But beyond the main locations at the Arsenale and Giardini, the effects of the Biennale, which ends Nov. 24, were still flowing into the art world -- and the art market, despite protestations otherwise.

At its founding in 1895, the Biennale had a sales office responsible for the sale of works exhibited there. After protests in 1968 that led to the abolition of grand prizes, and an institutional identity crisis in the early 1970s, the sales office was eliminated in 1973 because it was considered an instrument of the "commercialization of art," according to the Venice Biennale Foundation's Historical Archives of Contemporary Arts.

Since then, the official line has been that the Biennale is not about sales.
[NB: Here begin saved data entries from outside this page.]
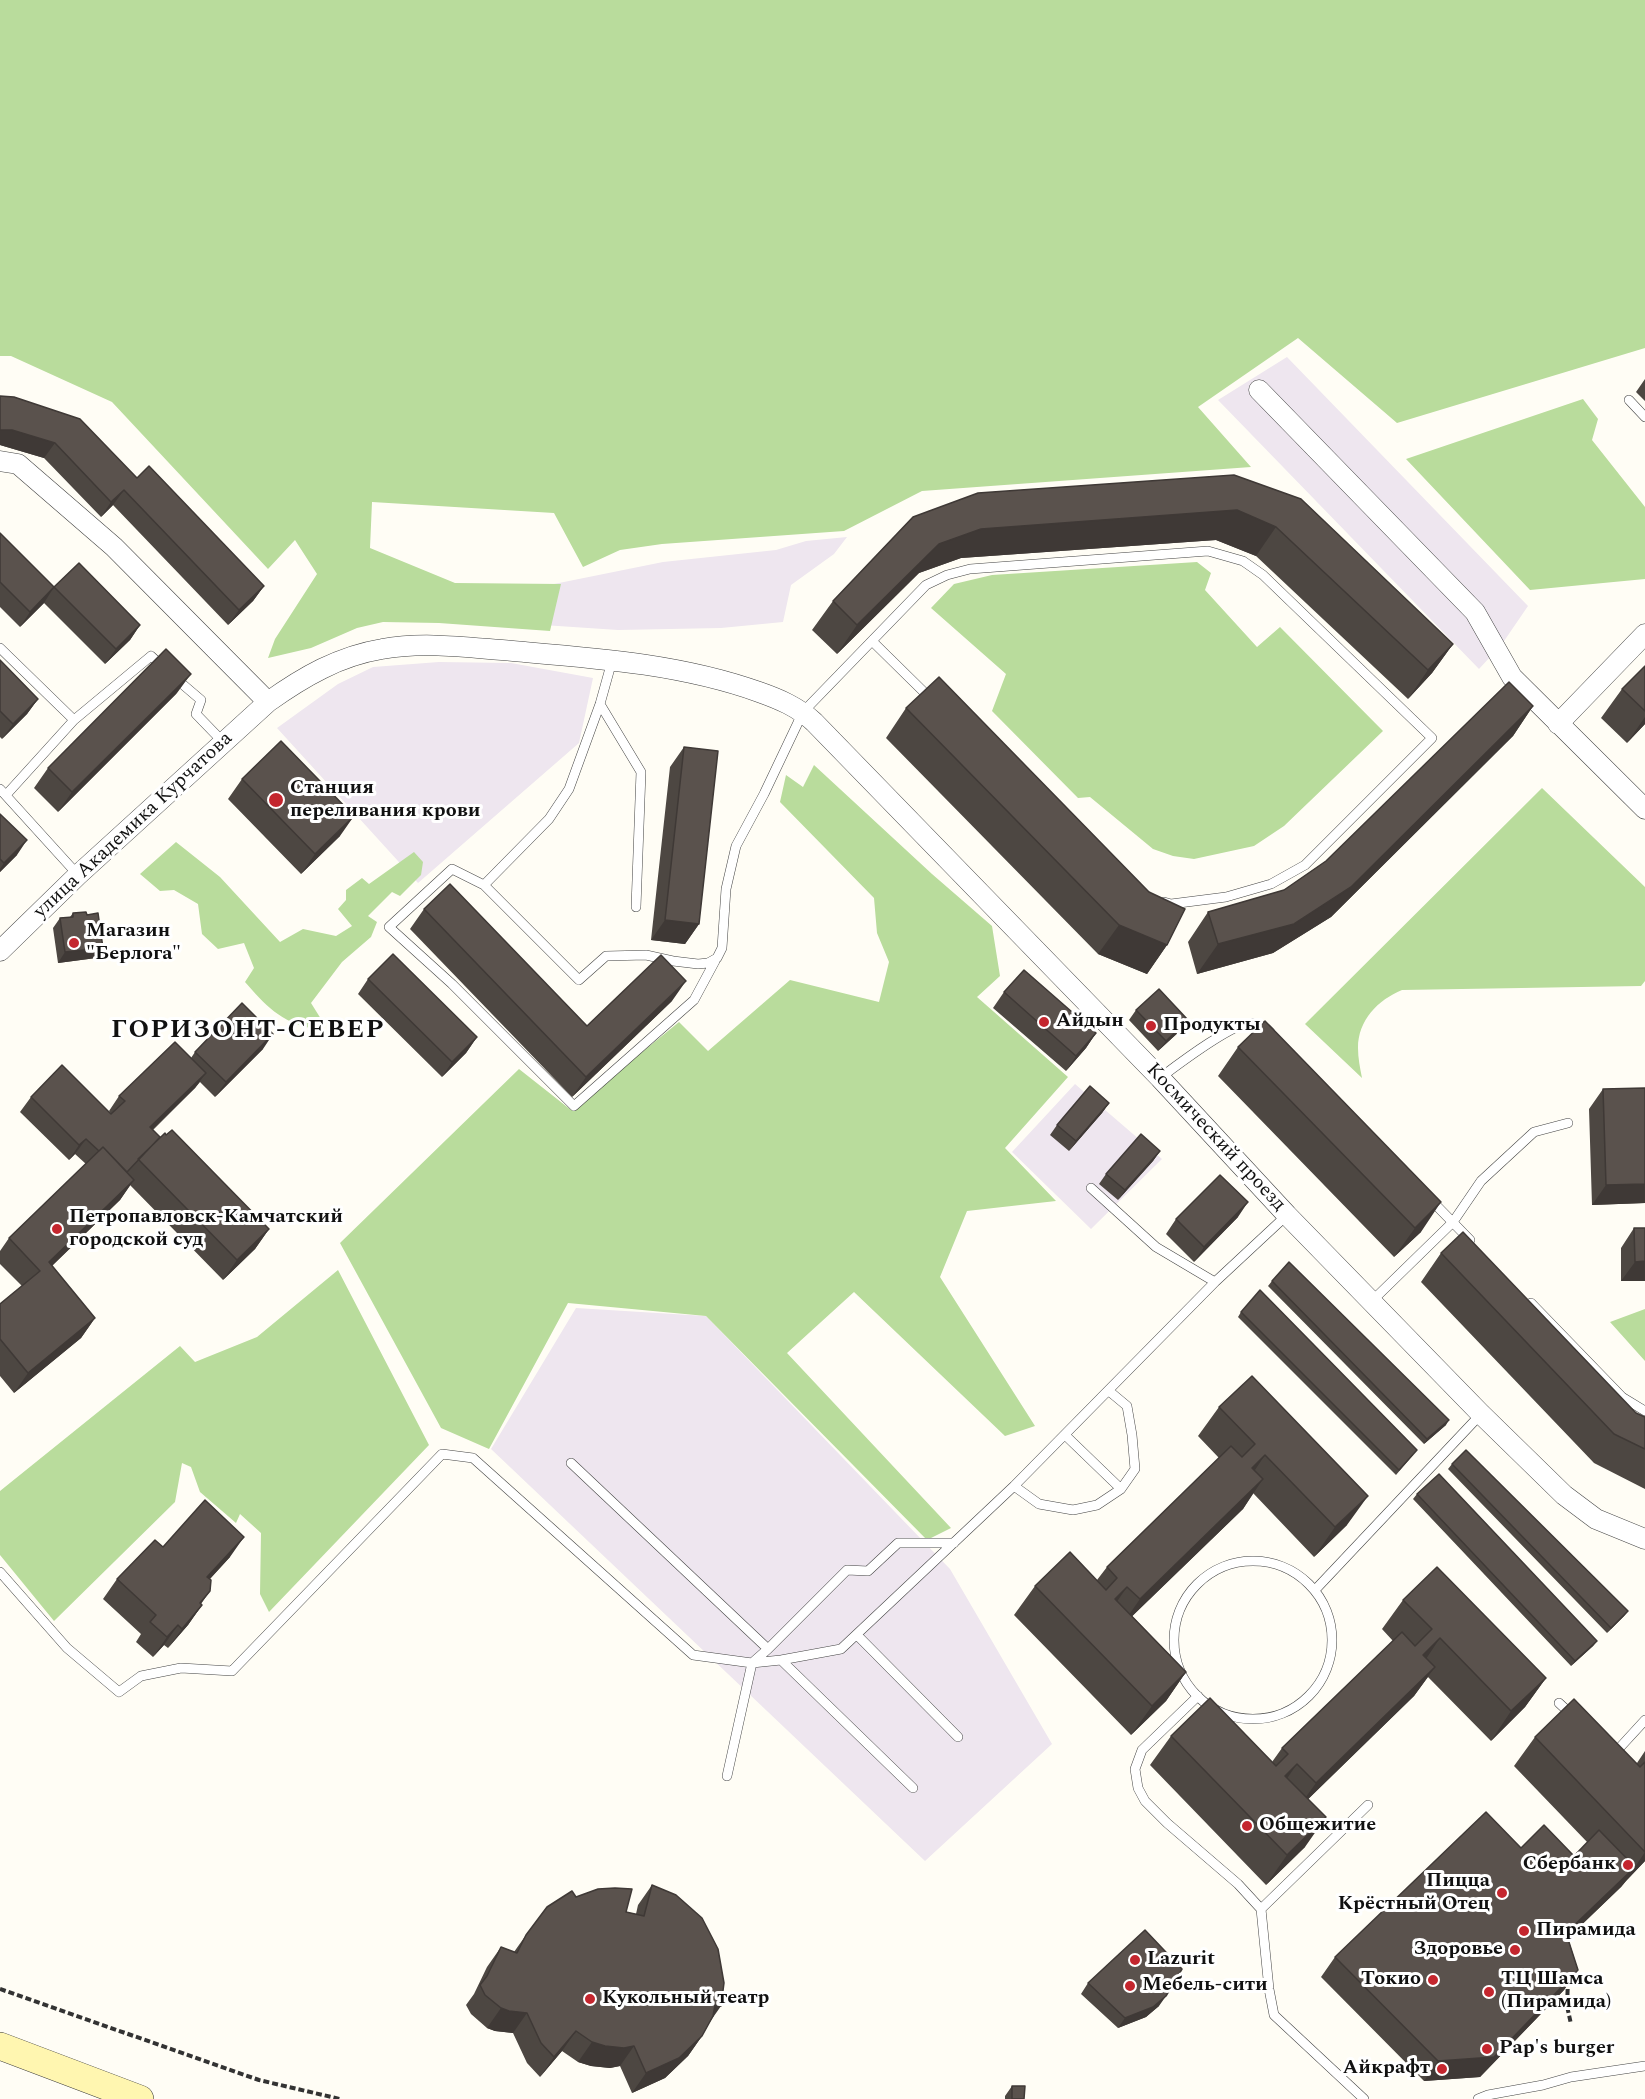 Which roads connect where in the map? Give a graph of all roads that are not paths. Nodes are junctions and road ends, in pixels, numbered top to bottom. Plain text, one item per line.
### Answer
1 (1259, 390) dead end
2 (1629, 400) dead end
3 (1645, 417) edge
4 (0, 461) edge
5 (1645, 634) edge
6 (872, 641) junction
7 (0, 648) edge
8 (612, 661) junction
9 (268, 702) junction
10 (600, 704) junction
11 (939, 707) edge
12 (803, 712) junction
13 (74, 720) junction
14 (1558, 723) junction
15 (224, 743) junction
16 (3, 792) edge
17 (1645, 809) edge
18 (78, 875) junction
19 (484, 885) junction
20 (1153, 898) edge
21 (636, 907) dead end
22 (0, 951) edge
23 (715, 960) junction
24 (1275, 1036) edge
25 (1160, 1078) junction
26 (1568, 1123) dead end
27 (1091, 1188) dead end
28 (1421, 1188) edge
29 (1287, 1215) junction
30 (1453, 1222) junction
31 (1477, 1247) edge
32 (1215, 1282) junction
33 (1526, 1297) edge
34 (1372, 1300) junction
35 (1109, 1391) junction
36 (1645, 1412) edge
37 (1481, 1414) junction
38 (1065, 1435) junction
39 (571, 1462) dead end
40 (1014, 1486) junction
41 (1121, 1490) junction
42 (1645, 1539) edge
43 (954, 1543) junction
44 (0, 1572) edge
45 (1315, 1590) junction
46 (857, 1635) junction
47 (768, 1649) junction
48 (781, 1660) junction
49 (752, 1662) junction
50 (1198, 1696) junction
51 (1559, 1703) dead end
52 (1645, 1720) edge
53 (1582, 1725) edge
54 (958, 1737) dead end
55 (1605, 1747) edge
56 (727, 1776) dead end
57 (913, 1788) dead end
58 (1368, 1805) dead end
59 (1261, 1910) junction
60 (0, 2046) edge
61 (1645, 2066) edge
62 (140, 2099) edge
63 (1364, 2099) edge
64 (1478, 2099) edge

1 - 14 street
2 - 3 lane
4 - 9 street
5 - 14 street
6 - 11 lane
6 - 12 lane
6 - 20 lane
7 - 13 lane
8 - 9 street, улица Академика Курчатова
8 - 10 lane
8 - 12 street, улица Академика Курчатова
9 - 15 street, улица Академика Курчатова
10 - 19 lane
10 - 21 lane
12 - 23 lane
12 - 25 street, Космический проезд
13 - 15 lane
13 - 16 lane
14 - 17 street
15 - 18 street, улица Академика Курчатова
16 - 18 lane
18 - 22 street, улица Академика Курчатова
19 - 23 lane
19 - 23 lane
24 - 25 lane
25 - 29 street, Космический проезд
26 - 30 lane
27 - 32 lane
28 - 30 lane
29 - 32 lane
29 - 34 street, Космический проезд
30 - 31 lane
30 - 34 lane
32 - 35 lane
33 - 36 lane
34 - 37 street, Космический проезд
35 - 38 lane
35 - 41 lane
37 - 42 street, Космический проезд
37 - 45 lane
38 - 40 lane
38 - 41 lane
39 - 47 lane
40 - 41 lane
40 - 43 lane
43 - 46 lane
43 - 47 lane
44 - 49 lane
45 - 50 lane
45 - 50 lane
46 - 48 lane
46 - 54 lane
47 - 49 lane
48 - 49 lane
48 - 57 lane
49 - 56 lane
50 - 59 lane
51 - 53 lane
52 - 55 lane
58 - 59 lane
59 - 63 lane
60 - 62 main road
61 - 64 lane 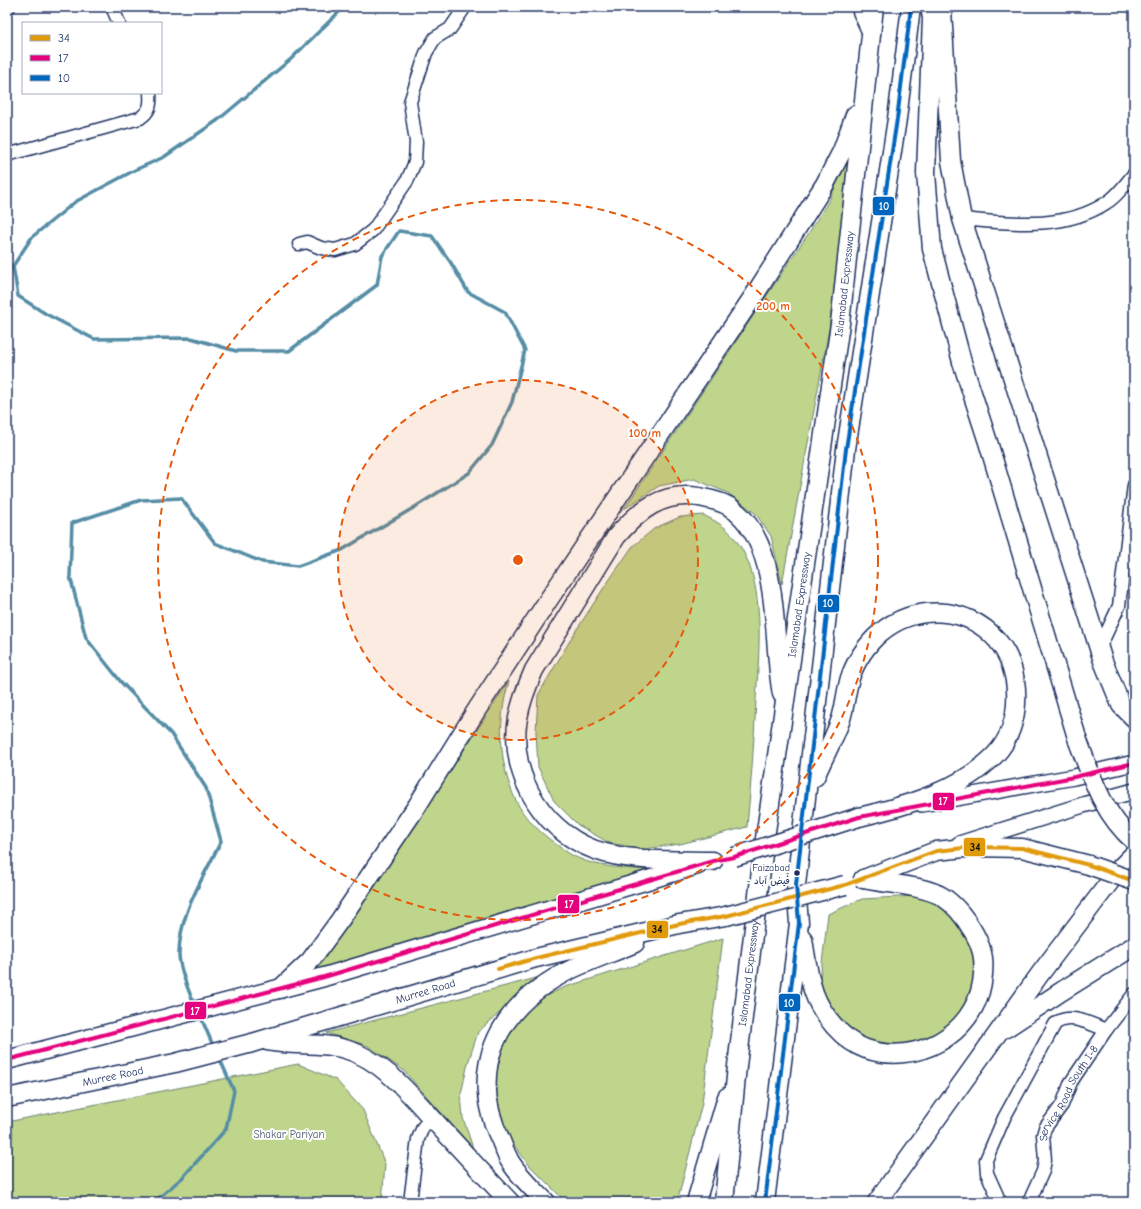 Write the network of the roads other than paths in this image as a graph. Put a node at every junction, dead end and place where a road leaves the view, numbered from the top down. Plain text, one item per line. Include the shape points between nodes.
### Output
1 (112, 7) edge
2 (465, 7) edge
3 (859, 7) edge
4 (874, 7) edge
5 (911, 7) edge
6 (930, 7) edge
7 (942, 7) edge
8 (119, 22) edge
9 (870, 36) junction
10 (150, 94) edge
11 (864, 95) junction
12 (7, 155) edge
13 (1134, 174) edge
14 (962, 219) junction
15 (299, 244) dead end
16 (1134, 485) edge
17 (1099, 648) junction
18 (785, 709) junction
19 (1134, 718) edge
20 (1134, 763) edge
21 (1134, 791) edge
22 (808, 792) junction
23 (891, 810) junction
24 (1134, 841) edge
25 (936, 851) junction
26 (1134, 854) edge
27 (713, 861) junction
28 (863, 880) junction
29 (1134, 882) edge
30 (800, 923) junction
31 (680, 924) junction
32 (1134, 946) edge
33 (280, 989) junction
34 (1134, 994) edge
35 (1106, 1030) junction
36 (996, 1034) junction
37 (256, 1041) junction
38 (7, 1060) edge
39 (738, 1066) junction
40 (7, 1098) edge
41 (431, 1118) junction
42 (410, 1202) edge
43 (510, 1202) edge
44 (546, 1202) edge
45 (696, 1202) edge
46 (724, 1202) edge
47 (764, 1202) edge
48 (878, 1202) edge
49 (1000, 1202) edge
50 (1029, 1202) edge

1 - 8 street
2 - 15 street via 450,29 434,38 426,53 410,102 416,142 415,162 407,181 373,230 354,244 335,250 307,242
3 - 9 street
4 - 9 highway, Islamabad Expressway
5 - 22 highway via 897,119 846,449
6 - 24 highway, bridge via 932,18 926,173 932,249 962,362 1078,741 1107,811
7 - 14 highway via 951,161
9 - 11 highway, Islamabad Expressway
10 - 12 street via 148,113 140,118
11 - 18 highway, Islamabad Expressway via 840,324
11 - 33 highway via 842,151 825,184 757,291 549,599 417,806 340,920 310,961
13 - 14 street via 1107,203 1072,219 1030,224
14 - 17 highway
16 - 17 street via 1119,606
17 - 19 highway via 1121,705
18 - 27 highway via 777,669 769,577 759,542 745,520 730,507 714,500 673,497 652,504 633,518 616,537 534,670 524,692 517,719 520,768 528,789 549,821 583,846 629,858
18 - 39 highway, Islamabad Expressway via 765,838
20 - 23 main road via 1074,777
21 - 25 main road
22 - 23 highway via 841,719 850,677 869,645 890,626 912,615 947,612 964,617 997,640 1007,656 1017,697 1013,722 996,754 982,765 953,785
22 - 30 highway via 796,885
23 - 27 highway, bridge via 859,817 734,857
25 - 28 highway, Murree Road
25 - 29 highway, Murree Road, bridge via 973,847 1022,848 1089,865
26 - 36 highway via 1121,867
27 - 33 highway
28 - 30 highway via 922,890 942,897 960,911 982,946 984,966 980,990 972,1011 962,1026 943,1041 917,1052 889,1054 866,1049 843,1035 825,1014 814,994
28 - 31 highway, Murree Road, bridge via 726,916
30 - 47 highway
31 - 37 highway, Murree Road via 536,958
31 - 44 highway via 562,974 515,1010 498,1033 489,1056 486,1077 487,1099 493,1125 511,1164
32 - 36 highway
33 - 38 highway
34 - 35 street, Service Road South I-8
35 - 49 street via 1069,1018 1055,1024 1004,1118 986,1160 987,1172
35 - 50 street, Service Road South I-8 via 1071,1082 1062,1105 1045,1128 1042,1140 1045,1160 1043,1171
36 - 48 highway
37 - 40 highway, Murree Road via 175,1063
37 - 41 highway via 282,1044 314,1043 345,1048 365,1057 382,1069
39 - 45 highway
39 - 46 highway, Islamabad Expressway
41 - 42 street via 423,1127 418,1139
41 - 43 highway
But, as Olav Velthuis, a University of Amsterdam economic sociologist, says, “There’s this saying, ‘See it in Venice, buy it in Basel,’” which refers to Art Basel, the world’s largest art fair, which happens about two weeks after the Biennale opens. “Dealers do take into account which of their artists are in Venice, and if they are, they make sure their art can be sold in Basel.”

But beyond immediate sales, artists chosen for the Biennale see an even more significant long-term effect: a rise in demand, which in turn boosts prices. “In the end, success in the art market is not measured through sales, but on prices,” Velthuis says. “You are considered to be successful in the art market if your prices are rising quickly, and if you are able to sustain those high price levels. And that is exactly what this biennial enables an artist and an art dealer to do.”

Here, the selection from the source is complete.